Stärken in der nachhaltigen Produktion
Trotz der Herausforderungen durch Klima, Kosten und struktureller Bremsfaktoren, wie fragmentierter Unternehmerlandschaft und Schwächen im Export, ist das Wachstumspotenzial grundsätzlich aber gut. Italiens Landwirte besitzen Stärken bei der nachhaltigen Qualitätsproduktion, die in der nächsten Periode der Gemeinsamen Europäischen Agrarpolitik 2023-27 (PAC) einen besonderen Schwerpunkt darstellt, was neue Wege für Finanzierungen eröffnen könnte.
Ein wichtiger Bereich ist die Energieerzeugung aus nachhaltigen Quellen. Hier schafft Italien gerade rechtliche Definitionen, Rahmenbedingungen und Fördermöglichkeiten für die Agrarvoltaik, die im Verwendungsplan für die Europäischen Sondermittel des Recovery Fonds Italiens eine größere Rolle spielt. Neben Solaranlagen werden laut Marktexperten Biogasanlagen einen Aufschwung erfahren. Gegenüber dem Informationsdienst Ismea gaben im 3. Quartal 2022 rund 30 Prozent der befragten Landwirte an, im kommenden Jahr in die Energieversorgung investieren zu wollen, davon 42 Prozent in erneuerbare Quellen. Auch die Bewässerung bleibt eine Herausforderung und wird hohe Investitionen erfordern, da Italien eine sehr unregelmäßige natürliche Bewässerung besitzt und häufig von Trockenheit oder Überschwemmungen betroffen ist.
Herkunfts- und Inhaltszertifikate angesagt
Ein wichtiger Schritt, das Potenzial der italienischen Landwirtschaft besser abzurufen und sich gleichzeitig vor den vielen Nachahmerprodukten (Italian Sounding) zu schützen, ist mehr nachweisbare Transparenz gegenüber dem Endverbraucher. Italien ist daher eine treibende Kraft innerhalb der EU und weltweit für mehr Zurückverfolgbarkeit von Inhaltsstoffen und Nahrungsmittelherkunft und insgesamt für Lebensmittelqualität und -sicherheit. Ein Instrument sind offizielle Zertifikate über die Herkunft von Produkten, bei denen Italien Weltmarktführer ist. Im Jahr 2021 waren laut dem Brancheninformationsdienst Ismea 845 italienische Produkte mit den von der EU anerkannten geschützten Herkunftszertifikaten DOC (Denominazione di origine protetta) und Igp (Indicazione geografica protetta) versehen, davon neben dem Wein auch 319 weitere Lebensmittel, und setzten rund 19,1 Milliarden Euro um, davon 10,7 Milliarden Euro im Ausland. Weltweit entfällt ein Viertel aller zertifizierten Lebensmittel auf italienische Waren.
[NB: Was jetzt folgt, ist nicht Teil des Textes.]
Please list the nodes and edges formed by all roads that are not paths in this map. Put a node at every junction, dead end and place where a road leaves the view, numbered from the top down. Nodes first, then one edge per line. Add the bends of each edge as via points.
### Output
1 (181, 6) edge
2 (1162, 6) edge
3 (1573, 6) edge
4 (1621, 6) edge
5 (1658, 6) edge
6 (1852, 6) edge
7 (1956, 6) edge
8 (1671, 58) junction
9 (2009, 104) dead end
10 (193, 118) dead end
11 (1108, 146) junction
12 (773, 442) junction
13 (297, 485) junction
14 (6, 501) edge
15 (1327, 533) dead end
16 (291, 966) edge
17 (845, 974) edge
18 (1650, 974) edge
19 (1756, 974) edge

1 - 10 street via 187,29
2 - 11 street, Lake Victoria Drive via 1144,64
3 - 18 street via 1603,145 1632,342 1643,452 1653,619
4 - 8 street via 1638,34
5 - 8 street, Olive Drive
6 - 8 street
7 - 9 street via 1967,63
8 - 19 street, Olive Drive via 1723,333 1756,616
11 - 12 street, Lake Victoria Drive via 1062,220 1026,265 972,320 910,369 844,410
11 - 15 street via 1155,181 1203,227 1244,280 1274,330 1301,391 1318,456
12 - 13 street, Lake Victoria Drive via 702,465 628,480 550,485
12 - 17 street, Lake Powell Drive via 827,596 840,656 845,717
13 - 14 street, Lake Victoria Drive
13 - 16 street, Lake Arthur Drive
Ein weiterer Trend ist es, Konsumenten besser über Inhaltsstoffe von Lebensmitteln zu informieren. Auf EU-Ebene setzt sich Italien gegen das von Frankreich vorgeschlagene Inhaltsstoff-Etikett Nutri-Score ein, das für zu allgemein gehalten wird. Stattdessen führte Italien 2020 das detailliertere Nutrinform Battery-Etikett im eigenen Land ein, das auch 2023 weiterläuft, und versucht, auch die EU in diese Richtung zu lenken.
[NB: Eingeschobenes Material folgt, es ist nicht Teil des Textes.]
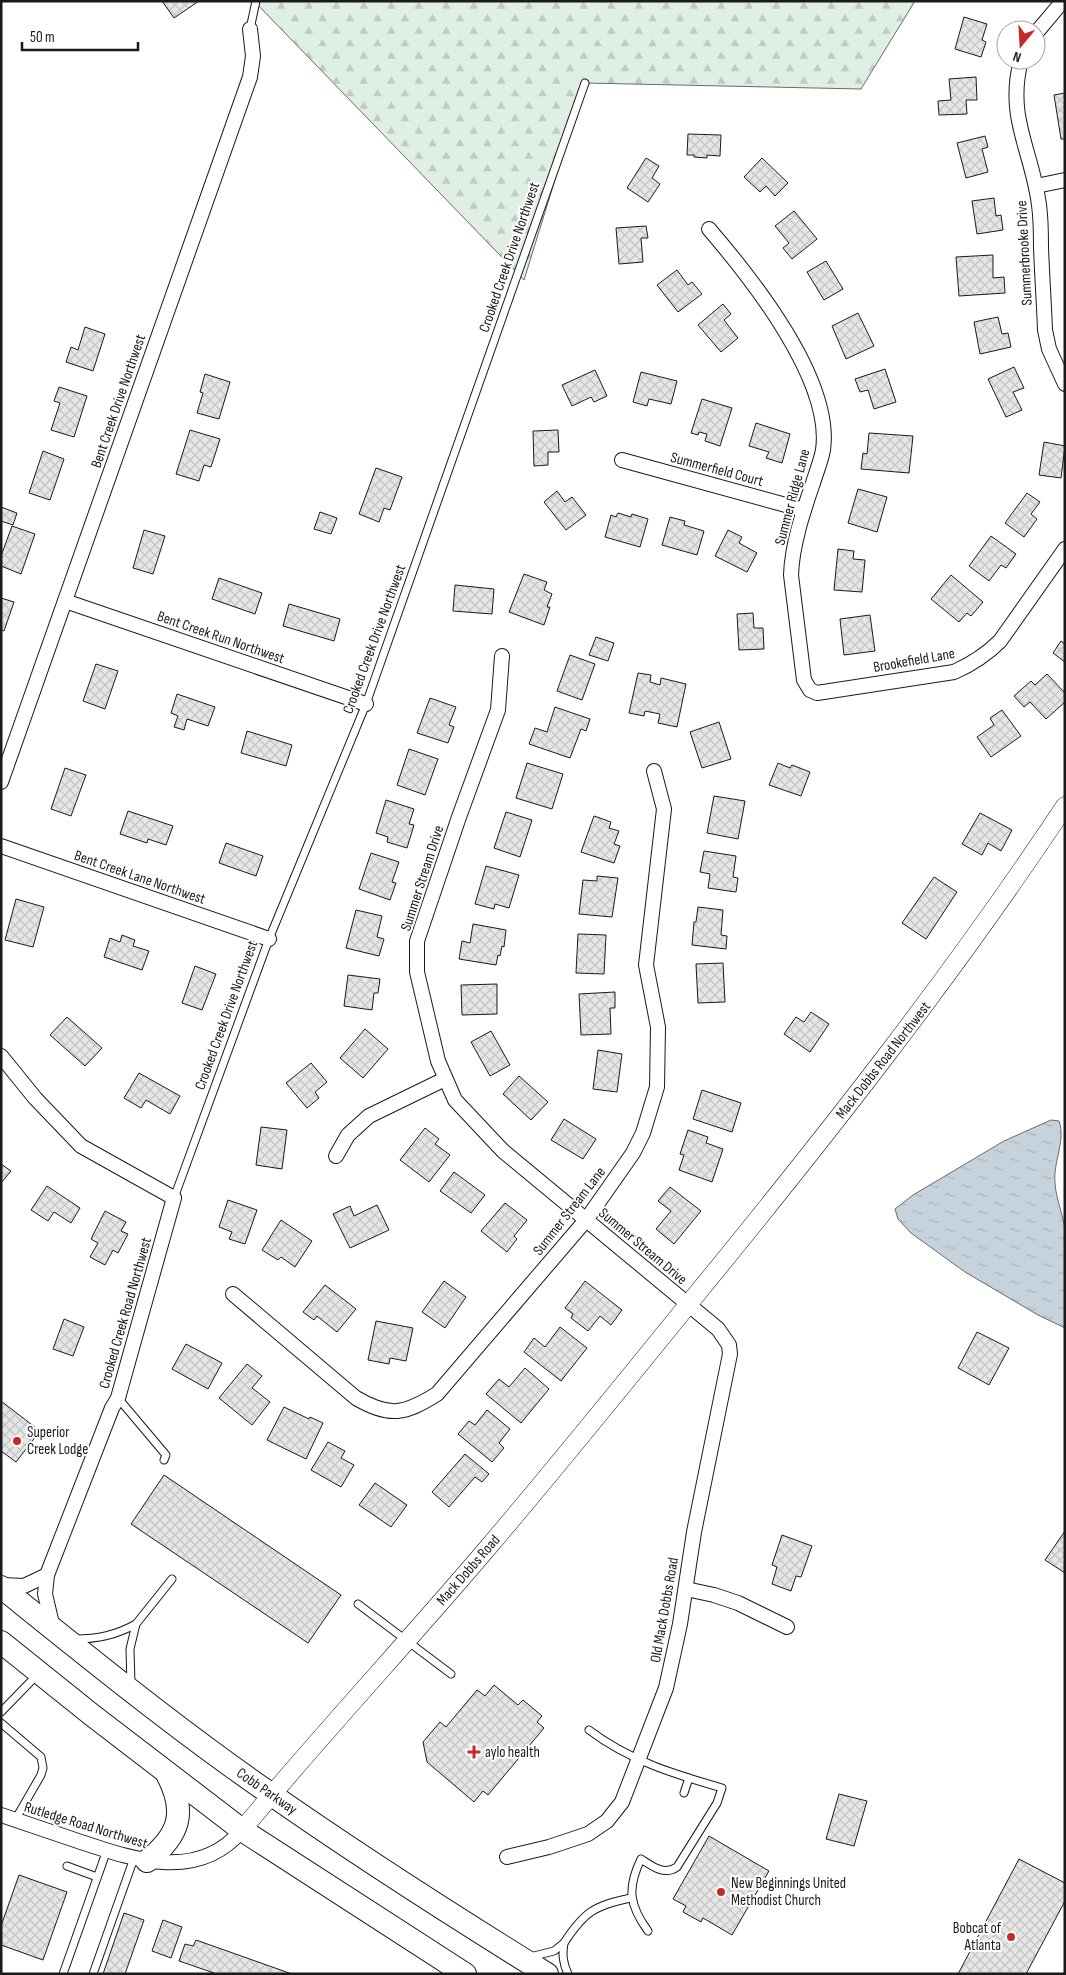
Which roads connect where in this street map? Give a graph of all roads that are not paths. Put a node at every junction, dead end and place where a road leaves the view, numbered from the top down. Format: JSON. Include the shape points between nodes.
{"nodes":[{"id":1,"x":256,"y":1,"type":"edge"},
{"id":2,"x":1064,"y":1,"type":"edge"},
{"id":3,"x":1046,"y":22,"type":"edge"},
{"id":4,"x":250,"y":30,"type":"joint"},
{"id":5,"x":1019,"y":70,"type":"edge"},
{"id":6,"x":585,"y":83,"type":"dead end"},
{"id":7,"x":1065,"y":180,"type":"edge"},
{"id":8,"x":1036,"y":186,"type":"junction"},
{"id":9,"x":709,"y":229,"type":"dead end"},
{"id":10,"x":1065,"y":384,"type":"edge"},
{"id":11,"x":622,"y":460,"type":"dead end"},
{"id":12,"x":804,"y":510,"type":"junction"},
{"id":13,"x":1065,"y":549,"type":"edge"},
{"id":14,"x":65,"y":601,"type":"junction"},
{"id":15,"x":502,"y":656,"type":"dead end"},
{"id":16,"x":806,"y":686,"type":"joint"},
{"id":17,"x":366,"y":704,"type":"junction"},
{"id":18,"x":654,"y":771,"type":"dead end"},
{"id":19,"x":1,"y":782,"type":"edge"},
{"id":20,"x":1065,"y":806,"type":"edge"},
{"id":21,"x":1,"y":846,"type":"edge"},
{"id":22,"x":269,"y":939,"type":"junction"},
{"id":23,"x":1,"y":1056,"type":"edge"},
{"id":24,"x":445,"y":1079,"type":"junction"},
{"id":25,"x":336,"y":1156,"type":"dead end"},
{"id":26,"x":174,"y":1198,"type":"junction"},
{"id":27,"x":586,"y":1220,"type":"junction"},
{"id":28,"x":233,"y":1294,"type":"dead end"},
{"id":29,"x":688,"y":1304,"type":"junction"},
{"id":30,"x":118,"y":1398,"type":"junction"},
{"id":31,"x":164,"y":1460,"type":"dead end"},
{"id":32,"x":47,"y":1575,"type":"junction"},
{"id":33,"x":172,"y":1579,"type":"dead end"},
{"id":34,"x":1,"y":1586,"type":"edge"},
{"id":35,"x":686,"y":1589,"type":"junction"},
{"id":36,"x":358,"y":1604,"type":"dead end"},
{"id":37,"x":136,"y":1624,"type":"junction"},
{"id":38,"x":787,"y":1627,"type":"dead end"},
{"id":39,"x":60,"y":1634,"type":"junction"},
{"id":40,"x":406,"y":1640,"type":"junction"},
{"id":41,"x":1,"y":1642,"type":"edge"},
{"id":42,"x":39,"y":1673,"type":"junction"},
{"id":43,"x":451,"y":1674,"type":"dead end"},
{"id":44,"x":132,"y":1691,"type":"junction"},
{"id":45,"x":1,"y":1712,"type":"edge"},
{"id":46,"x":1,"y":1722,"type":"edge"},
{"id":47,"x":589,"y":1730,"type":"dead end"},
{"id":48,"x":639,"y":1760,"type":"junction"},
{"id":49,"x":166,"y":1774,"type":"junction"},
{"id":50,"x":689,"y":1778,"type":"junction"},
{"id":51,"x":684,"y":1793,"type":"dead end"},
{"id":52,"x":271,"y":1795,"type":"junction"},
{"id":53,"x":8,"y":1818,"type":"edge"},
{"id":54,"x":242,"y":1830,"type":"junction"},
{"id":55,"x":107,"y":1850,"type":"junction"},
{"id":56,"x":507,"y":1856,"type":"dead end"},
{"id":57,"x":140,"y":1859,"type":"junction"},
{"id":58,"x":67,"y":1866,"type":"dead end"},
{"id":59,"x":97,"y":1877,"type":"junction"},
{"id":60,"x":632,"y":1898,"type":"junction"},
{"id":61,"x":648,"y":1931,"type":"dead end"},
{"id":62,"x":564,"y":1943,"type":"junction"},
{"id":63,"x":522,"y":1958,"type":"junction"},
{"id":64,"x":62,"y":1974,"type":"edge"},
{"id":65,"x":93,"y":1974,"type":"edge"},
{"id":66,"x":465,"y":1974,"type":"edge"},
{"id":67,"x":548,"y":1974,"type":"edge"},
{"id":68,"x":568,"y":1974,"type":"edge"}],
"edges":[{"from":1,"to":4,"type":"lane"},
{"from":2,"to":3,"type":"street"},
{"from":4,"to":14,"type":"street","name":"Bent Creek Drive Northwest","via":[[253,56],[250,77]]},
{"from":5,"to":8,"type":"street","name":"Summerbrooke Drive","via":[[1017,118]]},
{"from":6,"to":17,"type":"lane","name":"Crooked Creek Drive Northwest"},
{"from":7,"to":8,"type":"street"},
{"from":8,"to":10,"type":"street","name":"Summerbrooke Drive","via":[[1045,330],[1049,349]]},
{"from":9,"to":12,"type":"street","name":"Summer Ridge Lane","via":[[742,267],[772,311],[795,350],[819,405],[824,432],[822,452]]},
{"from":11,"to":12,"type":"street","name":"Summerfield Court"},
{"from":12,"to":16,"type":"street","name":"Summer Ridge Lane","via":[[790,576]]},
{"from":13,"to":16,"type":"street","name":"Brookefield Lane","via":[[1000,641],[990,652],[968,666],[954,672],[817,693]]},
{"from":14,"to":17,"type":"street","name":"Bent Creek Run Northwest"},
{"from":14,"to":19,"type":"street","name":"Bent Creek Drive Northwest"},
{"from":15,"to":24,"type":"street","name":"Summer Stream Drive","via":[[498,710],[418,941],[417,972]]},
{"from":17,"to":22,"type":"lane","name":"Crooked Creek Drive Northwest"},
{"from":18,"to":27,"type":"street","name":"Summer Stream Lane","via":[[664,809],[646,965],[658,1027],[657,1088],[643,1133]]},
{"from":20,"to":29,"type":"street","name":"Mack Dobbs Road Northwest","via":[[890,1053]]},
{"from":21,"to":22,"type":"street","name":"Bent Creek Lane Northwest"},
{"from":22,"to":26,"type":"lane","name":"Crooked Creek Drive Northwest"},
{"from":23,"to":26,"type":"street","via":[[81,1146]]},
{"from":24,"to":25,"type":"street","via":[[369,1116],[348,1135]]},
{"from":24,"to":27,"type":"street","name":"Summer Stream Drive","via":[[455,1100],[503,1151]]},
{"from":26,"to":30,"type":"street","name":"Crooked Creek Road Northwest"},
{"from":27,"to":28,"type":"street","name":"Summer Stream Lane","via":[[437,1394],[417,1407],[403,1410],[385,1411],[356,1398]]},
{"from":27,"to":29,"type":"street","name":"Summer Stream Drive"},
{"from":29,"to":35,"type":"street","name":"Old Mack Dobbs Road","via":[[718,1329],[729,1345],[730,1354],[694,1532]]},
{"from":29,"to":40,"type":"street","name":"Mack Dobbs Road","via":[[484,1553]]},
{"from":30,"to":31,"type":"lane","via":[[166,1454]]},
{"from":30,"to":32,"type":"street","name":"Crooked Creek Road Northwest"},
{"from":32,"to":34,"type":"street","via":[[24,1586]]},
{"from":32,"to":39,"type":"street","name":"Crooked Creek Road Northwest","via":[[45,1594]]},
{"from":33,"to":37,"type":"lane"},
{"from":34,"to":39,"type":"main road","name":"Cobb Parkway"},
{"from":35,"to":38,"type":"street","via":[[738,1603]]},
{"from":35,"to":48,"type":"street","name":"Old Mack Dobbs Road","via":[[666,1688]]},
{"from":36,"to":40,"type":"lane"},
{"from":37,"to":39,"type":"lane","via":[[108,1636]]},
{"from":37,"to":44,"type":"lane","via":[[130,1648]]},
{"from":39,"to":44,"type":"main road","name":"Cobb Parkway"},
{"from":40,"to":43,"type":"lane"},
{"from":40,"to":52,"type":"street","name":"Mack Dobbs Road"},
{"from":41,"to":42,"type":"main road"},
{"from":42,"to":45,"type":"lane"},
{"from":42,"to":49,"type":"main road"},
{"from":44,"to":52,"type":"main road","name":"Cobb Parkway"},
{"from":46,"to":53,"type":"lane","via":[[41,1756],[43,1768]]},
{"from":47,"to":48,"type":"lane"},
{"from":48,"to":50,"type":"lane"},
{"from":48,"to":56,"type":"street","name":"Old Mack Dobbs Road","via":[[622,1802],[607,1821],[588,1834],[550,1847]]},
{"from":49,"to":54,"type":"main road"},
{"from":49,"to":57,"type":"main road","via":[[178,1799],[176,1824],[161,1850]]},
{"from":50,"to":51,"type":"lane"},
{"from":50,"to":60,"type":"lane","via":[[722,1788],[717,1803],[673,1870],[663,1871],[641,1859],[634,1873]]},
{"from":52,"to":54,"type":"street","name":"Mack Dobbs Road"},
{"from":52,"to":63,"type":"main road","name":"Cobb Parkway"},
{"from":53,"to":55,"type":"street","name":"Rutledge Road Northwest"},
{"from":54,"to":57,"type":"street","name":"Rutledge Road Northwest","via":[[208,1856],[156,1863]]},
{"from":54,"to":66,"type":"main road"},
{"from":55,"to":57,"type":"street","name":"Rutledge Road Northwest"},
{"from":55,"to":59,"type":"lane"},
{"from":57,"to":65,"type":"lane"},
{"from":58,"to":59,"type":"lane"},
{"from":59,"to":64,"type":"lane"},
{"from":60,"to":61,"type":"lane"},
{"from":60,"to":62,"type":"lane","via":[[597,1907],[580,1921]]},
{"from":62,"to":63,"type":"lane","via":[[554,1951]]},
{"from":62,"to":68,"type":"lane","via":[[562,1953]]},
{"from":63,"to":67,"type":"main road","name":"Cobb Parkway"}]}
Technologie für mehr Effizienz und Konsumentenschutz
Für mehr Transparenz sollen auch digitale Instrumente sorgen, zum Beispiel bei der Zurückverfolgbarkeit über Blockchain. Besonders die süditalienischen Olivenölproduzenten leiden stark unter aus Nordafrika importiertem und über spanische Importhäfen oft illegal als EU-Produkt deklariertem Olivenöl.
Auch das Interesse an digitalen Tools für die Datensammlung und -analyse steigt, um damit zum Beispiel die Auswirkung von Maßnahmen, Projekten und Förderprogrammen zu bewerten. Sensoren und Drohnen können zum Monitoring in der Wachstumsphase landwirtschaftlicher Erzeugnisse eingesetzt werden, künstliche Intelligenz für die Steuerung der Landmaschinen. Auch in der Bewässerung könnte Italien von fortgeschrittener, prognostizierender Technologie stark profitieren.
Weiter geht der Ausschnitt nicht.